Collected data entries
━━━━━━━━
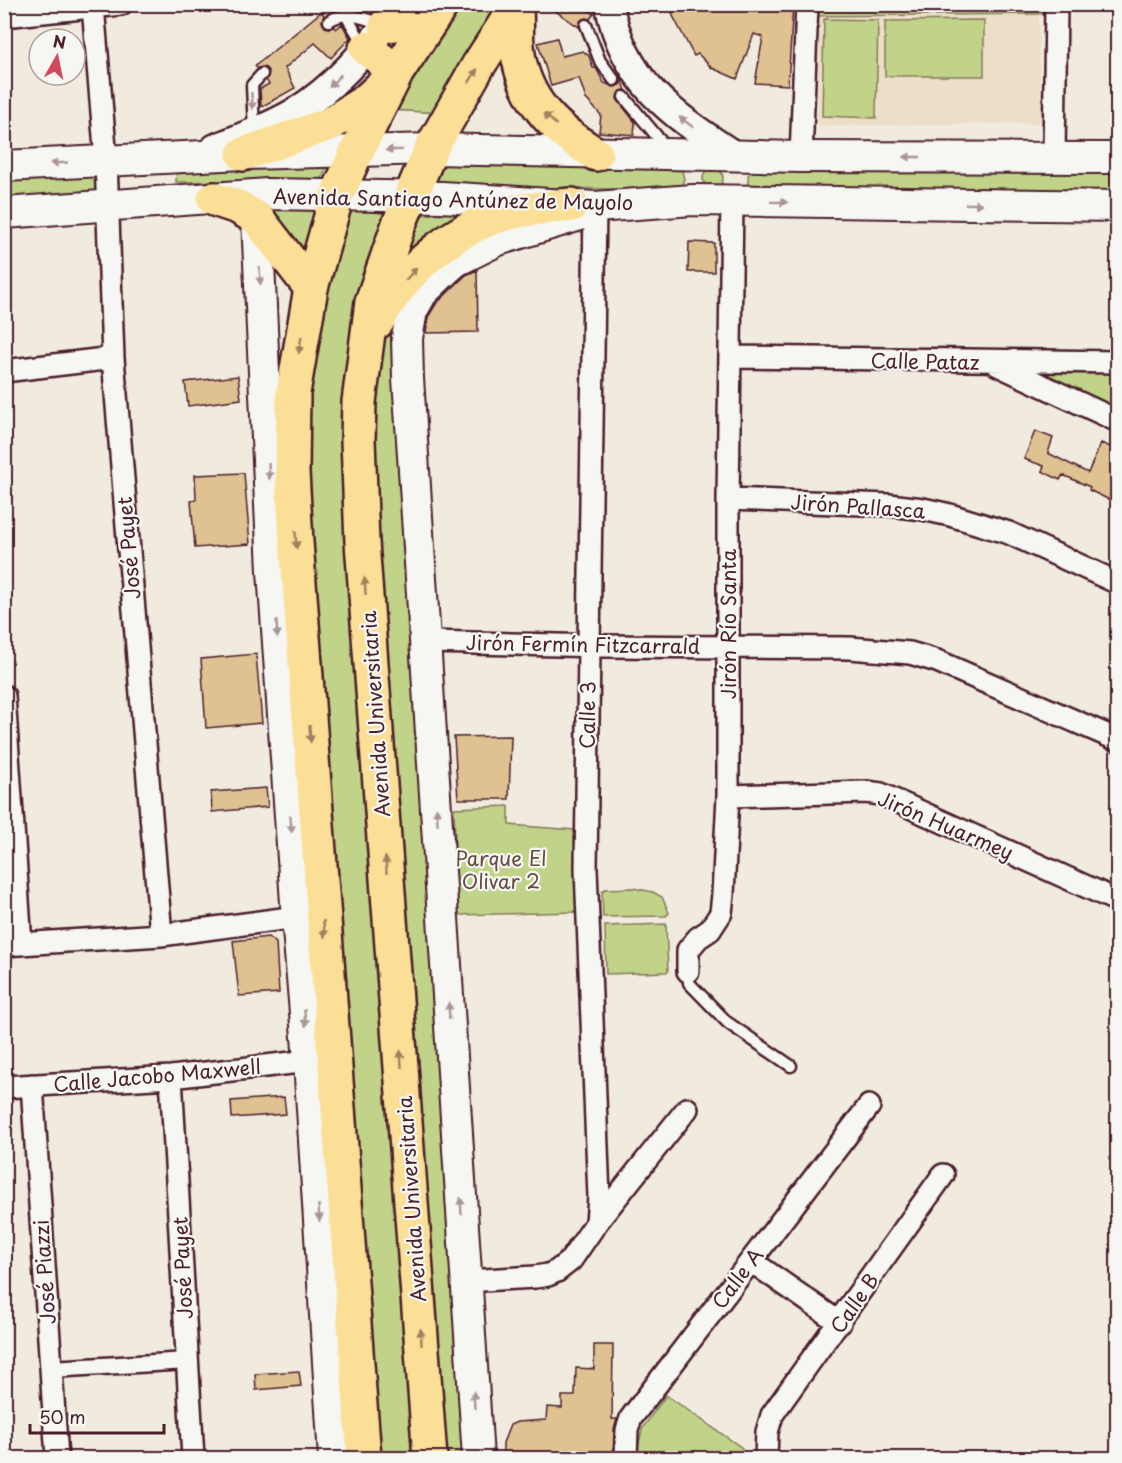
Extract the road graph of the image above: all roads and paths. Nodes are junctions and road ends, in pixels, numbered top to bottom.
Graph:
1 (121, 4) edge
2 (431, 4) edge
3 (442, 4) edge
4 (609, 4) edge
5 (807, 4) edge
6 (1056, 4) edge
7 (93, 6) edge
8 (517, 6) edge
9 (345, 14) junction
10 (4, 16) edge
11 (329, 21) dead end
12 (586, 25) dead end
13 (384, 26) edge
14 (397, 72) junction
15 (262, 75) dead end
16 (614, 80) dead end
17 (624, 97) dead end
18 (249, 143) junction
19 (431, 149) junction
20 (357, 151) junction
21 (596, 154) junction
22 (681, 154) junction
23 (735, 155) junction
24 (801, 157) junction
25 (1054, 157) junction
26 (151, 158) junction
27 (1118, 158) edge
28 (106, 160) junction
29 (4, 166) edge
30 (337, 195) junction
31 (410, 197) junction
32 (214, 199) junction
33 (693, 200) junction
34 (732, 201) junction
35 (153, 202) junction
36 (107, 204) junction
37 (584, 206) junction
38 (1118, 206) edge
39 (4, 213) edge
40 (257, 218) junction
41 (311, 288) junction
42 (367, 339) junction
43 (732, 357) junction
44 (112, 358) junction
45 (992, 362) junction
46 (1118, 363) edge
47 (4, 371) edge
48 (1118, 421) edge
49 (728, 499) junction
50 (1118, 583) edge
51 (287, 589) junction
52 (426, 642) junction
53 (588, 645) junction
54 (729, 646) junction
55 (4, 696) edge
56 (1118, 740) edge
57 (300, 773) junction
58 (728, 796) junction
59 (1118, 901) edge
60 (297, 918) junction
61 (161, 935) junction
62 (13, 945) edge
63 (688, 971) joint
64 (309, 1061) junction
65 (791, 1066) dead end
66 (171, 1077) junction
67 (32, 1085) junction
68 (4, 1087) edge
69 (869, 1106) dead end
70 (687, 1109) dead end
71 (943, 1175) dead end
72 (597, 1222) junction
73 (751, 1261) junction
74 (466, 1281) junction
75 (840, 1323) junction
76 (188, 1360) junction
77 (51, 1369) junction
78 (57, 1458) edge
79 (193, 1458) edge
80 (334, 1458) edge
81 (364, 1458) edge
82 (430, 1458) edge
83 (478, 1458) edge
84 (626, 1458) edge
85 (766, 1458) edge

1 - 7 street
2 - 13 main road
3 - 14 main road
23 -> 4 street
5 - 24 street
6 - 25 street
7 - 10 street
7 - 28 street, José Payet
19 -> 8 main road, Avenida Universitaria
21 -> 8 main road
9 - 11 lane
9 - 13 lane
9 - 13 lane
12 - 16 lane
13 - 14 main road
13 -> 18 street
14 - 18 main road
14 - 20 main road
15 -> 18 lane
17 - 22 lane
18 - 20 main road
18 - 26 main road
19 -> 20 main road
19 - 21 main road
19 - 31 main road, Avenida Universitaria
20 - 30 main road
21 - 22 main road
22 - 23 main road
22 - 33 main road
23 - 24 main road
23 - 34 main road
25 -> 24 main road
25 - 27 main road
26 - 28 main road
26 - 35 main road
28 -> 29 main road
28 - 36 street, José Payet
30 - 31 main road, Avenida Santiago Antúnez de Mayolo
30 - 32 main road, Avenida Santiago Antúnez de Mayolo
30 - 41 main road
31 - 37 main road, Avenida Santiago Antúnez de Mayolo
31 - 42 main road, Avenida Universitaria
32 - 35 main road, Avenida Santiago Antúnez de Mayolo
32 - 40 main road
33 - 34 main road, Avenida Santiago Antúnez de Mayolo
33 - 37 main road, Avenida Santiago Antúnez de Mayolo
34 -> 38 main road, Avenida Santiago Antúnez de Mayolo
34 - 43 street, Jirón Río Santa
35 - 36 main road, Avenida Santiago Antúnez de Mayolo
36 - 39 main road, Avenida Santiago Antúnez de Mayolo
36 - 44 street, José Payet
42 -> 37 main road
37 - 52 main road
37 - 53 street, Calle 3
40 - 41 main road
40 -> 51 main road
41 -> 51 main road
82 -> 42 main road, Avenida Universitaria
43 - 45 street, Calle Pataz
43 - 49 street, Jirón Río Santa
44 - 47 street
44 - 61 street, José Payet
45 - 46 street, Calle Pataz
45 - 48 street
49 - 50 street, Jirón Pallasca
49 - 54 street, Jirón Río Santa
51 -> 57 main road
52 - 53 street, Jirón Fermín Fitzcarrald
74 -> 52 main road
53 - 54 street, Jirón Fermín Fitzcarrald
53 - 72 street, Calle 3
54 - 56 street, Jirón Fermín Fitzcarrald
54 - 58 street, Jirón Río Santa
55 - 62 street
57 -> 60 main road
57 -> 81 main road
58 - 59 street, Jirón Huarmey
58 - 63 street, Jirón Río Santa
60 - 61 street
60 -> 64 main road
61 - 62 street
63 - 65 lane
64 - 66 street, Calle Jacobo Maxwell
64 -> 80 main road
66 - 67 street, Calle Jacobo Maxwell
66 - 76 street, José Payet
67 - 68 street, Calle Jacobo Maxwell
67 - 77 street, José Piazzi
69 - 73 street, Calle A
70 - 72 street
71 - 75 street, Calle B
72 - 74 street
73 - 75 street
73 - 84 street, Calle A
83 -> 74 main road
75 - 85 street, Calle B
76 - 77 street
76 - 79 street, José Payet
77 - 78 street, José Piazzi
━━━━━━━━
EXERCISE BRIEF
Give the data again exactly as it appears, but without any images.

REPLY
Extract the road graph of the image above: all roads and paths. Nodes are junctions and road ends, in pixels, numbered top to bottom.
Graph:
1 (121, 4) edge
2 (431, 4) edge
3 (442, 4) edge
4 (609, 4) edge
5 (807, 4) edge
6 (1056, 4) edge
7 (93, 6) edge
8 (517, 6) edge
9 (345, 14) junction
10 (4, 16) edge
11 (329, 21) dead end
12 (586, 25) dead end
13 (384, 26) edge
14 (397, 72) junction
15 (262, 75) dead end
16 (614, 80) dead end
17 (624, 97) dead end
18 (249, 143) junction
19 (431, 149) junction
20 (357, 151) junction
21 (596, 154) junction
22 (681, 154) junction
23 (735, 155) junction
24 (801, 157) junction
25 (1054, 157) junction
26 (151, 158) junction
27 (1118, 158) edge
28 (106, 160) junction
29 (4, 166) edge
30 (337, 195) junction
31 (410, 197) junction
32 (214, 199) junction
33 (693, 200) junction
34 (732, 201) junction
35 (153, 202) junction
36 (107, 204) junction
37 (584, 206) junction
38 (1118, 206) edge
39 (4, 213) edge
40 (257, 218) junction
41 (311, 288) junction
42 (367, 339) junction
43 (732, 357) junction
44 (112, 358) junction
45 (992, 362) junction
46 (1118, 363) edge
47 (4, 371) edge
48 (1118, 421) edge
49 (728, 499) junction
50 (1118, 583) edge
51 (287, 589) junction
52 (426, 642) junction
53 (588, 645) junction
54 (729, 646) junction
55 (4, 696) edge
56 (1118, 740) edge
57 (300, 773) junction
58 (728, 796) junction
59 (1118, 901) edge
60 (297, 918) junction
61 (161, 935) junction
62 (13, 945) edge
63 (688, 971) joint
64 (309, 1061) junction
65 (791, 1066) dead end
66 (171, 1077) junction
67 (32, 1085) junction
68 (4, 1087) edge
69 (869, 1106) dead end
70 (687, 1109) dead end
71 (943, 1175) dead end
72 (597, 1222) junction
73 (751, 1261) junction
74 (466, 1281) junction
75 (840, 1323) junction
76 (188, 1360) junction
77 (51, 1369) junction
78 (57, 1458) edge
79 (193, 1458) edge
80 (334, 1458) edge
81 (364, 1458) edge
82 (430, 1458) edge
83 (478, 1458) edge
84 (626, 1458) edge
85 (766, 1458) edge

1 - 7 street
2 - 13 main road
3 - 14 main road
23 -> 4 street
5 - 24 street
6 - 25 street
7 - 10 street
7 - 28 street, José Payet
19 -> 8 main road, Avenida Universitaria
21 -> 8 main road
9 - 11 lane
9 - 13 lane
9 - 13 lane
12 - 16 lane
13 - 14 main road
13 -> 18 street
14 - 18 main road
14 - 20 main road
15 -> 18 lane
17 - 22 lane
18 - 20 main road
18 - 26 main road
19 -> 20 main road
19 - 21 main road
19 - 31 main road, Avenida Universitaria
20 - 30 main road
21 - 22 main road
22 - 23 main road
22 - 33 main road
23 - 24 main road
23 - 34 main road
25 -> 24 main road
25 - 27 main road
26 - 28 main road
26 - 35 main road
28 -> 29 main road
28 - 36 street, José Payet
30 - 31 main road, Avenida Santiago Antúnez de Mayolo
30 - 32 main road, Avenida Santiago Antúnez de Mayolo
30 - 41 main road
31 - 37 main road, Avenida Santiago Antúnez de Mayolo
31 - 42 main road, Avenida Universitaria
32 - 35 main road, Avenida Santiago Antúnez de Mayolo
32 - 40 main road
33 - 34 main road, Avenida Santiago Antúnez de Mayolo
33 - 37 main road, Avenida Santiago Antúnez de Mayolo
34 -> 38 main road, Avenida Santiago Antúnez de Mayolo
34 - 43 street, Jirón Río Santa
35 - 36 main road, Avenida Santiago Antúnez de Mayolo
36 - 39 main road, Avenida Santiago Antúnez de Mayolo
36 - 44 street, José Payet
42 -> 37 main road
37 - 52 main road
37 - 53 street, Calle 3
40 - 41 main road
40 -> 51 main road
41 -> 51 main road
82 -> 42 main road, Avenida Universitaria
43 - 45 street, Calle Pataz
43 - 49 street, Jirón Río Santa
44 - 47 street
44 - 61 street, José Payet
45 - 46 street, Calle Pataz
45 - 48 street
49 - 50 street, Jirón Pallasca
49 - 54 street, Jirón Río Santa
51 -> 57 main road
52 - 53 street, Jirón Fermín Fitzcarrald
74 -> 52 main road
53 - 54 street, Jirón Fermín Fitzcarrald
53 - 72 street, Calle 3
54 - 56 street, Jirón Fermín Fitzcarrald
54 - 58 street, Jirón Río Santa
55 - 62 street
57 -> 60 main road
57 -> 81 main road
58 - 59 street, Jirón Huarmey
58 - 63 street, Jirón Río Santa
60 - 61 street
60 -> 64 main road
61 - 62 street
63 - 65 lane
64 - 66 street, Calle Jacobo Maxwell
64 -> 80 main road
66 - 67 street, Calle Jacobo Maxwell
66 - 76 street, José Payet
67 - 68 street, Calle Jacobo Maxwell
67 - 77 street, José Piazzi
69 - 73 street, Calle A
70 - 72 street
71 - 75 street, Calle B
72 - 74 street
73 - 75 street
73 - 84 street, Calle A
83 -> 74 main road
75 - 85 street, Calle B
76 - 77 street
76 - 79 street, José Payet
77 - 78 street, José Piazzi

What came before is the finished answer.